His testimony before Congress came alive when he warned of further foreign meddling in elections and  the need to counter it.

Reuters
Former Special Counsel Robert Mueller testified at a House panel July 24 about Russian interference in the 2016 election.

At one moment during his six hours of testimony on Wednesday, former special counsel Robert Mueller seemed to dissolve all partisanship among House members when he spoke strongly about one topic: interference by Russian agents in American democracy.

“They’re doing it as we sit here,” he said. And, Mr. Mueller added, “many” countries other than Russia are trying to hack elections and orchestrate strife among Americans with false information.

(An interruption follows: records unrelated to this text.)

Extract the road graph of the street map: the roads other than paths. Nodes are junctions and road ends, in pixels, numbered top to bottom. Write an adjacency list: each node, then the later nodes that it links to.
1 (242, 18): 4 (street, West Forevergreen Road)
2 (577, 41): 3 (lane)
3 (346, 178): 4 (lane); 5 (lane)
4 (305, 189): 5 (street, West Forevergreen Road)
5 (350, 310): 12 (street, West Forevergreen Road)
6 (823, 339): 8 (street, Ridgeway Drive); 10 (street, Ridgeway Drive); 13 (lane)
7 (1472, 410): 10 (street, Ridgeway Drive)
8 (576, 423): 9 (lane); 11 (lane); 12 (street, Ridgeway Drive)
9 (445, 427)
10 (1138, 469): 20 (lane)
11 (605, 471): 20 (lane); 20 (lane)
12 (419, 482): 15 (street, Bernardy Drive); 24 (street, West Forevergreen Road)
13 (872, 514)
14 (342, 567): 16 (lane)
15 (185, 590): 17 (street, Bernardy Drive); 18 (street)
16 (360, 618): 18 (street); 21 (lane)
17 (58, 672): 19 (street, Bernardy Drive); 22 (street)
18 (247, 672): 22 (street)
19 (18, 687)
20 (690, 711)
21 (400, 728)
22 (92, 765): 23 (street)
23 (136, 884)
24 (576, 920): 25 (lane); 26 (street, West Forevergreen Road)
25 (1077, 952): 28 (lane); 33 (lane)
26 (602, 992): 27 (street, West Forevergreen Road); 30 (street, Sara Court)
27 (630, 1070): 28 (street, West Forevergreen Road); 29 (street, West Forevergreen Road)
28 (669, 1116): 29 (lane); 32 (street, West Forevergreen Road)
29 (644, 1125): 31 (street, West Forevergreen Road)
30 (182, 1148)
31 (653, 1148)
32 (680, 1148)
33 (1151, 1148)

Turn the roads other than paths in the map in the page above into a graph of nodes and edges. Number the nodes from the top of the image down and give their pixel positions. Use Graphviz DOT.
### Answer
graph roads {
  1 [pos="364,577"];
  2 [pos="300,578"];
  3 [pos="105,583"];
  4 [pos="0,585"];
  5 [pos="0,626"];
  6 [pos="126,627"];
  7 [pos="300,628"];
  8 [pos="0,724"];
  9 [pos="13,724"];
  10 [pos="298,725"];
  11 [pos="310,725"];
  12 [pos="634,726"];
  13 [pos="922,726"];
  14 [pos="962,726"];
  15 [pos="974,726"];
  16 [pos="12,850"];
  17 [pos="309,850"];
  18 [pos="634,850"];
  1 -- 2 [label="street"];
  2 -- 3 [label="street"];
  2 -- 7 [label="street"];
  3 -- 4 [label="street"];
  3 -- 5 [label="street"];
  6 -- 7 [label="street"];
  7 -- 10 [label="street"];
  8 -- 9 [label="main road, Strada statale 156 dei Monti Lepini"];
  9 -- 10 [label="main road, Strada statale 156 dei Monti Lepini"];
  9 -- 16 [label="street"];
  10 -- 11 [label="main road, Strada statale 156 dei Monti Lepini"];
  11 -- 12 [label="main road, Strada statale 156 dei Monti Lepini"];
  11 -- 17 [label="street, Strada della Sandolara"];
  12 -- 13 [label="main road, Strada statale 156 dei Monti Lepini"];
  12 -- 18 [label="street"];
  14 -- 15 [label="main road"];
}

He was not speaking only to Congress. After issuing his report in May about Russian meddling and alleged collusion by the Trump campaign, he said the multiple efforts by Moscow to interfere in the 2016 election deserve “the attention of every American.”

Government, in other words, cannot solve the problem alone. Citizens are on the front lines of today’s misinformation warfare and ballot manipulation. They must discern false stories on social media, for example, as well as ensure that local election systems cannot be hacked. Beyond being defensive, however, they should build up trust in democracy and maintain a measure of unity despite political differences.

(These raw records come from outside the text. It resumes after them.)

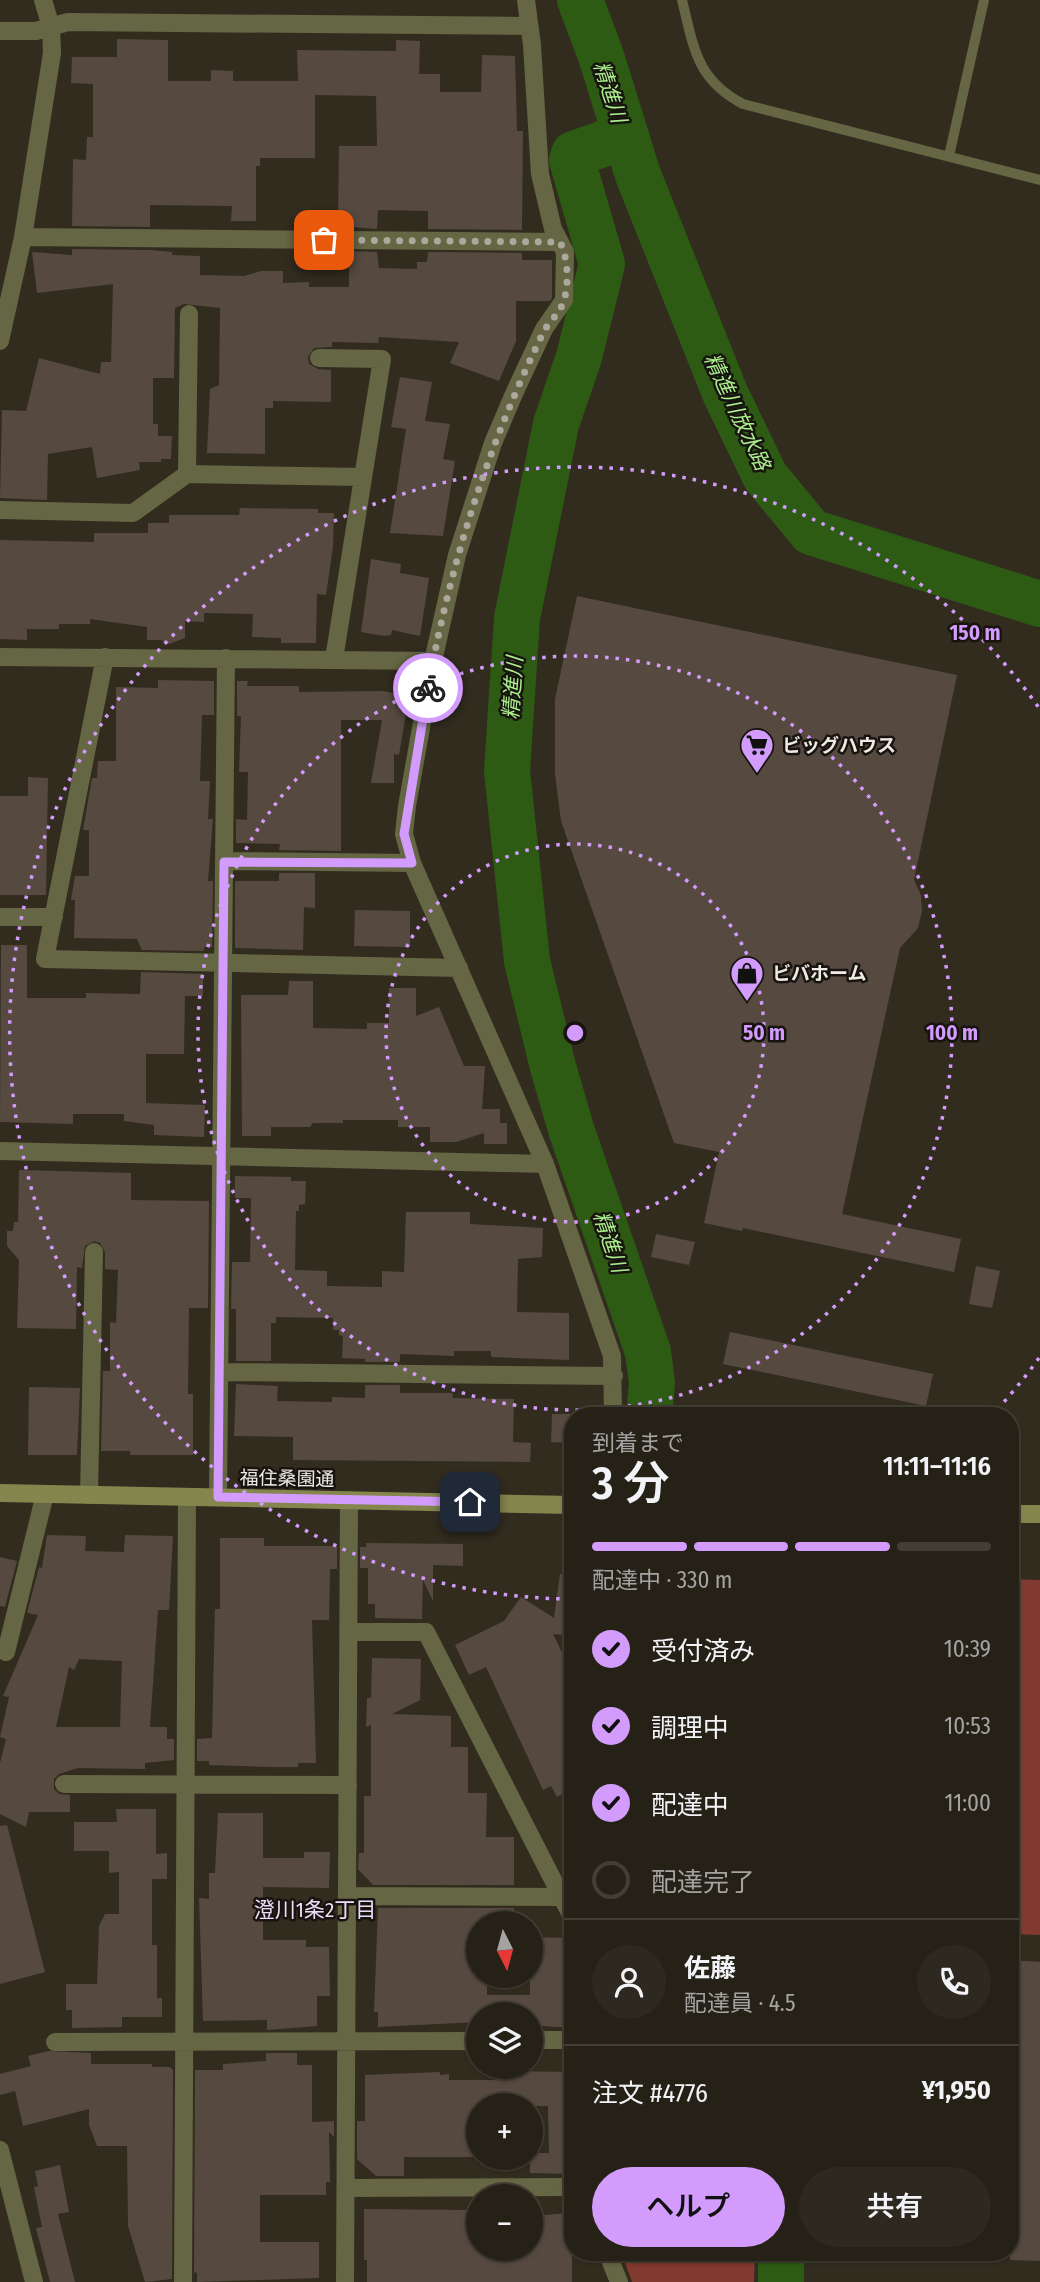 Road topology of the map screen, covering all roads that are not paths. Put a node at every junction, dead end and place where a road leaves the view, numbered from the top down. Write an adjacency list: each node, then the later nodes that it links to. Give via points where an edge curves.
1 (43, 0): 6 (street)
2 (526, 0): 5 (street)
3 (682, 0): 8 (lane, via 696,57 728,96 743,104)
4 (984, 0): 8 (lane)
5 (529, 26): 6 (street, via 68,22); 11 (street, via 540,174)
6 (51, 27): 7 (street); 10 (street, via 52,53)
7 (0, 31)
8 (949, 156): 9 (lane)
9 (1040, 180)
10 (23, 237): 11 (street); 13 (street)
11 (560, 242): 22 (street, via 565,252 564,300 544,330 493,443 457,555)
12 (189, 314): 15 (street)
13 (0, 341)
14 (319, 358): 16 (street, via 382,359)
15 (187, 474): 16 (street); 17 (street, via 133,513)
16 (363, 477): 21 (street)
17 (0, 510)
18 (0, 657): 19 (street)
19 (106, 657): 20 (street); 26 (street)
20 (226, 658): 21 (street); 23 (street)
21 (334, 659): 22 (street)
22 (433, 661): 24 (street, via 404,834)
23 (224, 862): 24 (street); 27 (street)
24 (412, 863): 28 (street)
25 (0, 917): 26 (street)
26 (54, 917): 27 (street, via 45,959)
27 (224, 962): 28 (street); 30 (street)
28 (459, 968): 31 (street)
29 (0, 1151): 30 (street)
30 (223, 1156): 31 (street); 33 (street)
31 (545, 1164): 34 (street, via 612,1356)
32 (93, 1252): 38 (street)
33 (220, 1372): 34 (street); 40 (street)
34 (614, 1376): 35 (street)
35 (613, 1407)
36 (0, 1493): 37 (street, 福住桑園通)
37 (45, 1494): 38 (street, 福住桑園通); 46 (street)
38 (89, 1495): 39 (street, 福住桑園通)
39 (187, 1497): 40 (street, 福住桑園通); 48 (street)
40 (218, 1497): 41 (street, 福住桑園通)
41 (349, 1500): 42 (street, 福住桑園通); 45 (street)
42 (564, 1505)
43 (1019, 1514): 44 (street)
44 (1040, 1514)
45 (349, 1632): 49 (street); 51 (street, via 426,1632)
46 (6, 1652)
47 (64, 1784): 48 (street)
48 (186, 1785): 49 (street); 57 (street)
49 (348, 1785): 50 (street)
50 (347, 1896): 51 (street); 54 (street)
51 (563, 1897)
52 (543, 2040): 53 (street)
53 (564, 2040)
54 (347, 2041): 55 (street); 57 (street); 60 (street)
55 (466, 2041)
56 (55, 2042): 57 (street)
57 (185, 2042): 63 (street)
58 (0, 2150): 62 (street)
59 (564, 2187): 60 (street)
60 (346, 2188): 64 (street)
61 (611, 2261): 65 (street)
62 (34, 2282)
63 (183, 2282)
64 (345, 2282)
65 (619, 2282)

Initiatives to counter foreign interference must “focus on empowering individuals to be active and informed citizens through generational investments in democratic discourse, civic engagement, and truth,” says the Kennan Institute’s Nina Jankowicz, who is working on a book about Russian influence in Eastern Europe.

She says people must develop digital literacy to navigate the modern information environment. They can invest in reliable sources of news. The United States, she says, can learn from countries that are already countering Russian meddling, such as Lithuania, Estonia, and Sweden. They are building “robust democratic systems” that create civic resiliency in citizens.

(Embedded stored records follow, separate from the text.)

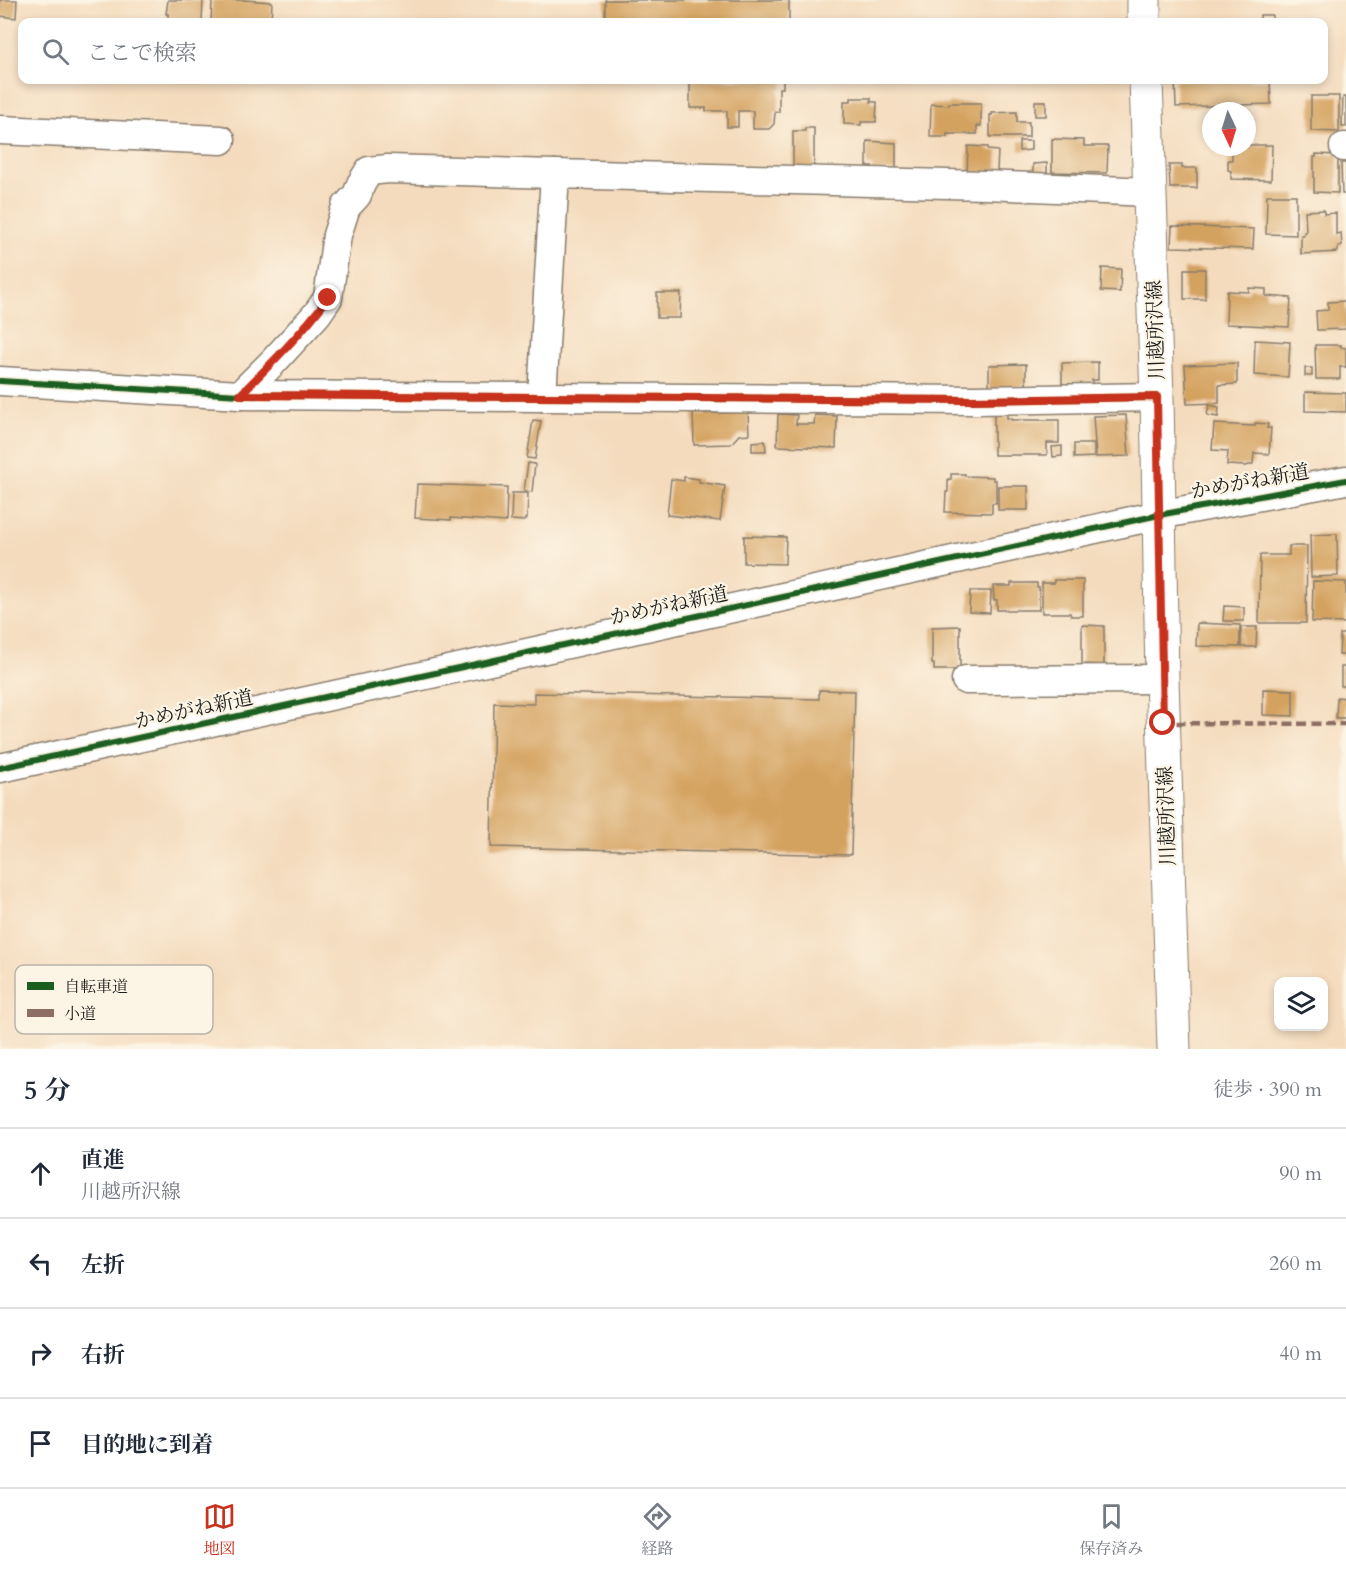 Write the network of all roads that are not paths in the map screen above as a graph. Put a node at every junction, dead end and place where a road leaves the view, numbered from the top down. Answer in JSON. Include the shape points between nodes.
{"nodes":[{"id":1,"x":1144,"y":0,"type":"edge"},
{"id":2,"x":1144,"y":18,"type":"edge"},
{"id":3,"x":1146,"y":84,"type":"edge"},
{"id":4,"x":0,"y":130,"type":"edge"},
{"id":5,"x":221,"y":140,"type":"dead end"},
{"id":6,"x":555,"y":174,"type":"junction"},
{"id":7,"x":1149,"y":192,"type":"junction"},
{"id":8,"x":0,"y":381,"type":"edge"},
{"id":9,"x":240,"y":395,"type":"junction"},
{"id":10,"x":542,"y":397,"type":"junction"},
{"id":11,"x":1157,"y":397,"type":"junction"},
{"id":12,"x":1346,"y":480,"type":"edge"},
{"id":13,"x":1158,"y":515,"type":"junction"},
{"id":14,"x":1161,"y":679,"type":"junction"},
{"id":15,"x":966,"y":680,"type":"dead end"},
{"id":16,"x":0,"y":768,"type":"edge"},
{"id":17,"x":1174,"y":1049,"type":"edge"}],
"edges":[{"from":1,"to":2,"type":"main road"},
{"from":3,"to":7,"type":"main road","name":"川越所沢線"},
{"from":4,"to":5,"type":"street"},
{"from":6,"to":7,"type":"street"},
{"from":6,"to":9,"type":"street","via":[[369,171],[346,207],[337,235],[328,298]]},
{"from":6,"to":10,"type":"street"},
{"from":7,"to":11,"type":"main road","name":"川越所沢線"},
{"from":8,"to":9,"type":"street"},
{"from":9,"to":10,"type":"street"},
{"from":10,"to":11,"type":"street"},
{"from":11,"to":13,"type":"main road","name":"川越所沢線"},
{"from":12,"to":13,"type":"street","name":"かめがね新道"},
{"from":13,"to":14,"type":"main road","name":"川越所沢線"},
{"from":13,"to":16,"type":"street","name":"かめがね新道"},
{"from":14,"to":15,"type":"street"},
{"from":14,"to":17,"type":"main road","name":"川越所沢線"}]}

In Lithuania, thousands of volunteers help track online information for false reports that might incite political strife. Calling themselves “elves,” they coordinate with government in what is called a whole-of-society approach. In nearby Estonia, a “cyber defense league” was created after a massive Russian cyberattack in 2007. It has enlisted an online army of volunteers to scan media and alert people to misinformation.

Such efforts rely on citizens taking responsibility for the integrity of their voting process and the truthfulness in media and political campaigns. Democratic values, as much as cyber defenses, are the best deterrent to those trying to tear apart democracies.